• **What is being asked**
Word for word, copy out the entries below, but not the pictures in them.

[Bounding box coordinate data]
—————
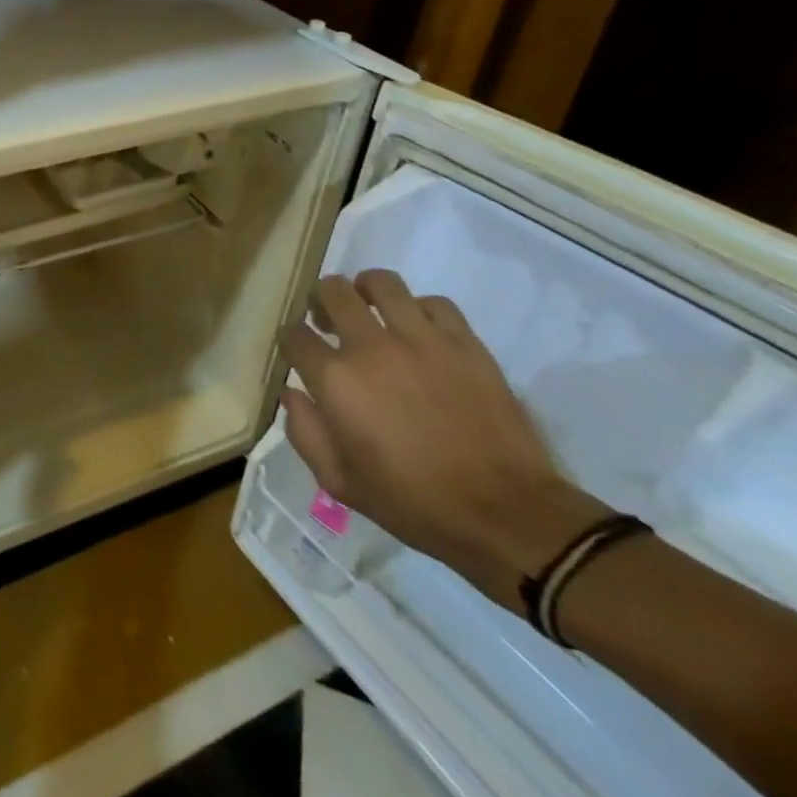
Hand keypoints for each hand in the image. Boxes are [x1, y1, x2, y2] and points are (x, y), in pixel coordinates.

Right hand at [280, 270, 607, 610]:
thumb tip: (291, 393)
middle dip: (321, 301)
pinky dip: (420, 310)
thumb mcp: (339, 481)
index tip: (299, 352)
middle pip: (332, 291)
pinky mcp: (464, 342)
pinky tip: (420, 330)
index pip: (294, 335)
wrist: (505, 514)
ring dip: (366, 291)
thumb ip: (305, 432)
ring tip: (370, 310)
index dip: (291, 340)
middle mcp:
—————
• **Result**
Hand keypoints for each hand in the image. Boxes are [x1, y1, x2, y2] and points are (x, y), in pixel coordinates.

Right hand at [280, 270, 607, 610]:
thumb tip: (291, 393)
middle dip: (321, 301)
pinky dip: (420, 310)
thumb mcp: (339, 481)
index tip: (299, 352)
middle pip: (332, 291)
pinky mcp: (464, 342)
pinky tip: (420, 330)
index pip: (294, 335)
wrist: (505, 514)
ring dip: (366, 291)
thumb ip: (305, 432)
ring tip: (370, 310)
index dip: (291, 340)
middle mcp:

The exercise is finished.